=== Begin Enclosure ===

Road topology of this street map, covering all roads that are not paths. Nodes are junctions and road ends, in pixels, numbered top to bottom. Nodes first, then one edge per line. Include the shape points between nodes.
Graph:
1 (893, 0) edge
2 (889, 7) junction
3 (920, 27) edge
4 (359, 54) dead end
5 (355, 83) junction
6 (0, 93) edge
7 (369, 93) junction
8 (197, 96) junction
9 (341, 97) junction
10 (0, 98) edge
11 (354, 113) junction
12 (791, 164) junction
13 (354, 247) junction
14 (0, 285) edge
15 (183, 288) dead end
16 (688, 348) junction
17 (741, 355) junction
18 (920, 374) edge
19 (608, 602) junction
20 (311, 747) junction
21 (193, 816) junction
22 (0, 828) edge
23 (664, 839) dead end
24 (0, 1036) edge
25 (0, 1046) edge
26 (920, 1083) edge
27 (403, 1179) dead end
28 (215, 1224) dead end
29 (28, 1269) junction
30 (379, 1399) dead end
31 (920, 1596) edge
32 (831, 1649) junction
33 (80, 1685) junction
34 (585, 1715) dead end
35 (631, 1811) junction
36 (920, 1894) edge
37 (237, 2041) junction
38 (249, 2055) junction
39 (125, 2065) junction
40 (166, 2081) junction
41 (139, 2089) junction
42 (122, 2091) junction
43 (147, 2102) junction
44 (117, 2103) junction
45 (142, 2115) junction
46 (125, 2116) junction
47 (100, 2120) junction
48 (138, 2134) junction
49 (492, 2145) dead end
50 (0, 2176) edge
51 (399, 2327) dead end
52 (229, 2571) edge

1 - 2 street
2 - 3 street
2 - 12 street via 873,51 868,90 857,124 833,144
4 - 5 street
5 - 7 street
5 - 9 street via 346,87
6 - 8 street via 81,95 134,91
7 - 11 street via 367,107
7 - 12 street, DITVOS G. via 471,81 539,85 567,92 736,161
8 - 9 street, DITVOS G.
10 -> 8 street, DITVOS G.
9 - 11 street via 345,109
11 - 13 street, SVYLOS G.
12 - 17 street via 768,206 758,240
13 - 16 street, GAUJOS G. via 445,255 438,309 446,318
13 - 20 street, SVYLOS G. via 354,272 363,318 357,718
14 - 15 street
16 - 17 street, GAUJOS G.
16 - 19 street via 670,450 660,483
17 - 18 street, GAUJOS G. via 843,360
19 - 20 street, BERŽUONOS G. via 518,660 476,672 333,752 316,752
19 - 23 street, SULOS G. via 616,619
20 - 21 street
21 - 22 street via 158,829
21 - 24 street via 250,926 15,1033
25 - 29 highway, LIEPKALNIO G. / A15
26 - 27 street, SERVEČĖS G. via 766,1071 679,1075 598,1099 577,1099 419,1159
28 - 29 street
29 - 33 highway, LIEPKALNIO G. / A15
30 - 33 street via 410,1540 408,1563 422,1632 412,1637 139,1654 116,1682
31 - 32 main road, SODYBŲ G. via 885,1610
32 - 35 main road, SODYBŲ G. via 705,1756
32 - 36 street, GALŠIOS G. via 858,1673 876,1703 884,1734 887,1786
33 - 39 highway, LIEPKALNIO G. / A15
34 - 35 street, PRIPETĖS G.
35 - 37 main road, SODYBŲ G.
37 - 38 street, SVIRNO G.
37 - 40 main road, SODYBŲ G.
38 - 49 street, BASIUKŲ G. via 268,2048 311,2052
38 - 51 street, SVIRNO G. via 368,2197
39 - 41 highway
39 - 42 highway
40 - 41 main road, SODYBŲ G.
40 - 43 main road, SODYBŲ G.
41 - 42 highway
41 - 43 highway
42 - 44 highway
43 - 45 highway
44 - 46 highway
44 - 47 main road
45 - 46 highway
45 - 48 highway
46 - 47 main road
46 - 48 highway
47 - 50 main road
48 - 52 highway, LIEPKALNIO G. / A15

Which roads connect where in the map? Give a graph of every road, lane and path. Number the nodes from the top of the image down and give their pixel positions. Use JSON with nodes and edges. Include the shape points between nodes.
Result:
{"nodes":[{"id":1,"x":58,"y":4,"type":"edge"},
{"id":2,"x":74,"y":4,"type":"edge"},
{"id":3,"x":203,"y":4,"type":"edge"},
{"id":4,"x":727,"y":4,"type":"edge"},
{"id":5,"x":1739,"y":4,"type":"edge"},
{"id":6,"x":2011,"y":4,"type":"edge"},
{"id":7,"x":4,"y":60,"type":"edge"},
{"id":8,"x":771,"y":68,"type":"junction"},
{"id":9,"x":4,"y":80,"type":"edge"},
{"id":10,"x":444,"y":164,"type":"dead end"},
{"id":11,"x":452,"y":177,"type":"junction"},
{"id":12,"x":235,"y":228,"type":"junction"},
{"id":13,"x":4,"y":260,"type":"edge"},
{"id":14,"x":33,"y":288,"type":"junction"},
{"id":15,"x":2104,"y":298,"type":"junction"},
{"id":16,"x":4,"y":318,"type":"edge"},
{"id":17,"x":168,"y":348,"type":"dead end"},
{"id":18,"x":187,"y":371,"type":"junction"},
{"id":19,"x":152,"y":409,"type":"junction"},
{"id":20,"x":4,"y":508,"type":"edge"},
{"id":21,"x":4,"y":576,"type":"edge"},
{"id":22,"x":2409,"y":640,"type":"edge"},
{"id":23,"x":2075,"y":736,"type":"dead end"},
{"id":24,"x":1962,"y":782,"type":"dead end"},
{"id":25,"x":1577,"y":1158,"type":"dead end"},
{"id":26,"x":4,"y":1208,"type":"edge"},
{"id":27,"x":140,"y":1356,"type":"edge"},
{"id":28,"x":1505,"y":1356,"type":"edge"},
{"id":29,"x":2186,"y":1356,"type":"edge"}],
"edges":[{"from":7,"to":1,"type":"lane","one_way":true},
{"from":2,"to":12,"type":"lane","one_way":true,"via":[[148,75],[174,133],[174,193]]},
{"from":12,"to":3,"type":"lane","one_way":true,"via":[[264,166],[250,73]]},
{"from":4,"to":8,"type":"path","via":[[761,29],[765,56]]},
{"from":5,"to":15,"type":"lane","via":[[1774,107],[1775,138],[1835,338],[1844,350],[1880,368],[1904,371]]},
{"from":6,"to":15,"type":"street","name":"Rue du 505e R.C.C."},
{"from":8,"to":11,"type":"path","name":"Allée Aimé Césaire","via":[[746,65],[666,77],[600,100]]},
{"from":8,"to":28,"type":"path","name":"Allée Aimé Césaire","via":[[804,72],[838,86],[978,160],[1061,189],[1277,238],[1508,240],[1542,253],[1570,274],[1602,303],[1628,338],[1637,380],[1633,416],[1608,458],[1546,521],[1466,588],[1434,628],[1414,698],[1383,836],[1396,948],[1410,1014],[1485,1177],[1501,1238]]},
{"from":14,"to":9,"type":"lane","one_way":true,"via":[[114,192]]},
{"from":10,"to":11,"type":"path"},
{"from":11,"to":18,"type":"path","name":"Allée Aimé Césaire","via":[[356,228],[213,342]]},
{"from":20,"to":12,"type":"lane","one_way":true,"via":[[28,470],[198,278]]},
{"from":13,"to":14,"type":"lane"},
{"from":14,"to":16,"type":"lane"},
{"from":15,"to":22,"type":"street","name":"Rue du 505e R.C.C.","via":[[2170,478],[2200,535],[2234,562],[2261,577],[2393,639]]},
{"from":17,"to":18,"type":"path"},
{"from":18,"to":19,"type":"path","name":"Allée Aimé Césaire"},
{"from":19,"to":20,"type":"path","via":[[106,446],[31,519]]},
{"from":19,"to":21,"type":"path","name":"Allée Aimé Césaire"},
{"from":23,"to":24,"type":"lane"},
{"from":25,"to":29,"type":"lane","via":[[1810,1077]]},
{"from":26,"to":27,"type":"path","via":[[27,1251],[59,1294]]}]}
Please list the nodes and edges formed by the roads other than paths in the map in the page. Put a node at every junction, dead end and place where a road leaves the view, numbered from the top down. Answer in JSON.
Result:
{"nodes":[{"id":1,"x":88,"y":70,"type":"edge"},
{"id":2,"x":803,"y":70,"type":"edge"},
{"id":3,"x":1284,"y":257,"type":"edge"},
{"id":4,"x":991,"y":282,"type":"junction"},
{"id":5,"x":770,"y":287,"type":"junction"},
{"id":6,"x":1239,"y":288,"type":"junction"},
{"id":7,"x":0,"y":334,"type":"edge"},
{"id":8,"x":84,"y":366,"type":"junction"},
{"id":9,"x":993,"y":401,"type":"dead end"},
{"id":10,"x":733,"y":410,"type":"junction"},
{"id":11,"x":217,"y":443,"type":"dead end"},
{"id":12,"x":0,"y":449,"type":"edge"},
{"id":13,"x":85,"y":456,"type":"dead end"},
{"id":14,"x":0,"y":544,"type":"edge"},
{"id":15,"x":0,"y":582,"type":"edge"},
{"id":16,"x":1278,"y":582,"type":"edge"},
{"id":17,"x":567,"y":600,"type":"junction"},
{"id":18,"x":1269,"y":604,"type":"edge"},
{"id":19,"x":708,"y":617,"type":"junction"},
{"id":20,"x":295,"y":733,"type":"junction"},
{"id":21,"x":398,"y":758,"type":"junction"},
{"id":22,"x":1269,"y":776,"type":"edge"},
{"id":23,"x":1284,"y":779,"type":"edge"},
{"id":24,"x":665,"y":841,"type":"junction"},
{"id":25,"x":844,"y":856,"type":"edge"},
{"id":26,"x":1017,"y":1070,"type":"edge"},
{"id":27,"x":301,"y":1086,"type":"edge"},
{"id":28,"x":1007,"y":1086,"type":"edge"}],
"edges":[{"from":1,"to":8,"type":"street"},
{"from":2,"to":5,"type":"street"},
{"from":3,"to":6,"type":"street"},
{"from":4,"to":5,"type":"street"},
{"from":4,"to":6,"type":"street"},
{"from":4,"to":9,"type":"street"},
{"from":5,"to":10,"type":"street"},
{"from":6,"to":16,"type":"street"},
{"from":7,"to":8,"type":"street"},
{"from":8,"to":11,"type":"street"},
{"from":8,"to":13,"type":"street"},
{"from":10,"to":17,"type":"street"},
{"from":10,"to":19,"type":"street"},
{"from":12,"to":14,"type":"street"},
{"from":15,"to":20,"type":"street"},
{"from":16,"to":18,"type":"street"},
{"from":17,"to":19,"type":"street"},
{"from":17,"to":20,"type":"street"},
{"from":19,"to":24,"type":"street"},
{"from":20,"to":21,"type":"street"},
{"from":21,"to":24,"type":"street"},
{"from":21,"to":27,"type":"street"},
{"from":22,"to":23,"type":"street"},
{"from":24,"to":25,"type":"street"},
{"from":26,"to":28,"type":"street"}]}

=== End Enclosure ===

From the records above, copy every line that holds the word "LIEPKALNIO".

TASK ANSWER –
25 - 29 highway, LIEPKALNIO G. / A15
29 - 33 highway, LIEPKALNIO G. / A15
33 - 39 highway, LIEPKALNIO G. / A15
48 - 52 highway, LIEPKALNIO G. / A15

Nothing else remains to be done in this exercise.